Большевики и анархисты, в свою очередь, оказывали поддержку в продвижении Мишки Япончика в «короли воров» Одессы, где всего насчитывалось до двадцати тысяч уголовников. В декабре 1918 года в ситуации временного безвластия, перед тем, как Одессу заняли войска французских интервентов, около семисот заключенных было освобождено из городской тюрьмы в результате организованного им штурма. Охрана была растерзана, а начальник тюрьмы – заживо сожжен. Беглецы остановили проходивший по соседней с тюрьмой улице трамвай и раздели всех пассажиров, оставив им, взамен одежды, арестантские робы. Как видим, реальный бандит сильно отличался от бабелевского Бени Крика, отважившегося лишь на поджог полицейского участка, откуда «под шумок разбегались арестованные».
Начавшаяся в том же декабре интервенция продлилась меньше четырех месяцев. Все это время Япончик продолжал контролировать предместья Одессы, прежде всего Молдаванку, где жил Железняков с Еленой Винда – туда полиция не совалась.
Когда в начале апреля 1919 года к Одессе подошли части красных, и началась эвакуация (неотличимая от бегства) военнослужащих Антанты, Япончик поднял восстание на Молдаванке. 6 апреля в город вошли войска атамана и красного командира Никифора Григорьева, объявившего, что это он разбил французов. «Встретили его торжественно, – вспоминает Елена Соколовская. – Был пленум Совета, были речи.

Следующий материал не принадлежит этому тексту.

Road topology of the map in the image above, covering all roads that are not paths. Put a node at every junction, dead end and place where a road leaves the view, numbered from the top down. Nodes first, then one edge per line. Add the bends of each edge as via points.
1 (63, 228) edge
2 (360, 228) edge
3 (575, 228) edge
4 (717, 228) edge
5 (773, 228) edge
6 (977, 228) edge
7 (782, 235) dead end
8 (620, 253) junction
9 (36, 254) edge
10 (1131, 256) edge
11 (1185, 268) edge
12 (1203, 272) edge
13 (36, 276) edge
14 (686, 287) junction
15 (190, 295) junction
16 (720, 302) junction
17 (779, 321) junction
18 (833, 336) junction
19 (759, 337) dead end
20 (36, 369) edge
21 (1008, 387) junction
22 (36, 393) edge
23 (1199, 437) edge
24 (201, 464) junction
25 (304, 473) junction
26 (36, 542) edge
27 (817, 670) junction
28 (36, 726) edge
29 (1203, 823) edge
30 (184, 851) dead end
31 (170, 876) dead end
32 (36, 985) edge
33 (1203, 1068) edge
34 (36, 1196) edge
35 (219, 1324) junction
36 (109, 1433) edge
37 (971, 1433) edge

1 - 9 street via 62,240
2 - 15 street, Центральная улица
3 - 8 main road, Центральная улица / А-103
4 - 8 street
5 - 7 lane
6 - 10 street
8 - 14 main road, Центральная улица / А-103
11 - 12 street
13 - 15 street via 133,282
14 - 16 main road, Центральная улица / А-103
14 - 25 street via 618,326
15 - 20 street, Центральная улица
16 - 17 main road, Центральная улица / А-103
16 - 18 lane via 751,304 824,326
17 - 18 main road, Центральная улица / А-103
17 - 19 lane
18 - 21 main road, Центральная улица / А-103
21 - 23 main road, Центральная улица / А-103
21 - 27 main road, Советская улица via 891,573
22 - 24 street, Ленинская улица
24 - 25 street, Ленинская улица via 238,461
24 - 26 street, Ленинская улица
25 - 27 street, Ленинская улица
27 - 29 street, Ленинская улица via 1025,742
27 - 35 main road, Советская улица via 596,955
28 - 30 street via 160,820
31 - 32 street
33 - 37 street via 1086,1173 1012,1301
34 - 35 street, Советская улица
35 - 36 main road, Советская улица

Вечером оказалось, что его войско распоряжается в наших пакгаузах, тащит все, что там есть, – шелка, сигары, табак. Нам нельзя было справиться с этим грабежом своими силами, и мы обратились к Григорьеву, а он заявил, что ничего сделать не может, потому что: как же так, его дядьки воевали-воевали, а теперь ничего не получат?»
…Спустя месяц григорьевцы, войдя в Елисаветград, устроят там еврейский погром, а затем – самое масштабное на Украине антибольшевистское восстание, в подавлении которого примет участие Анатолий Железняков.
В тот же день, 6 апреля 1919 года подпольный ревком стал губисполкомом, а возглавил его Иван Клименко, который в начале французского вторжения штурмовал вместе с Мишкой Япончиком одесскую тюрьму. Понятно, что отношение к Япончику со стороны новой власти было вполне лояльным.
«Ну-ка, бывший начугрозыска Матьяш, расскажи нам, сколько скрыл ты с Беней краж?»
Да и методы революционной власти не столь уж отличались от уголовных. Секретарь губисполкома, анархо-коммунист Александр Фельдман придумал День мирного восстания. «Фома сообщил, что послезавтра будет чистое светопреставление,… грабеж всех буржуев поголовно», – 28 апреля Иван Бунин узнал от дворника эту новость. Проводился День мирного восстания «специальными рабочими комиссиями с красными мандатами… с целью изъятия у имущих классов излишков продовольствия… денег, драгоценностей и всего прочего, необходимого всему трудовому народу, рабочим и крестьянам в тылу и на фронте… Сапоги отбираются, ботинки остаются только те, которые находятся на ногах владельцев… Деньги оставляются у владельца по расчету не свыше тысячи руб. на каждого члена семьи».
Участвовал ли во всем этом матрос Железняк, не известно. Пишут, он расселял рабочих из бараков и землянок по квартирам разбежавшихся одесских буржуа. Возможно, не только разбежавшихся. Его после прихода Красной армии избрали председателем профсоюза моряков торгового флота, разместившегося во дворце персидского шаха. В соседнем доме ему дали пятикомнатную квартиру, правда, он поселил туда еще двух своих друзей матросов.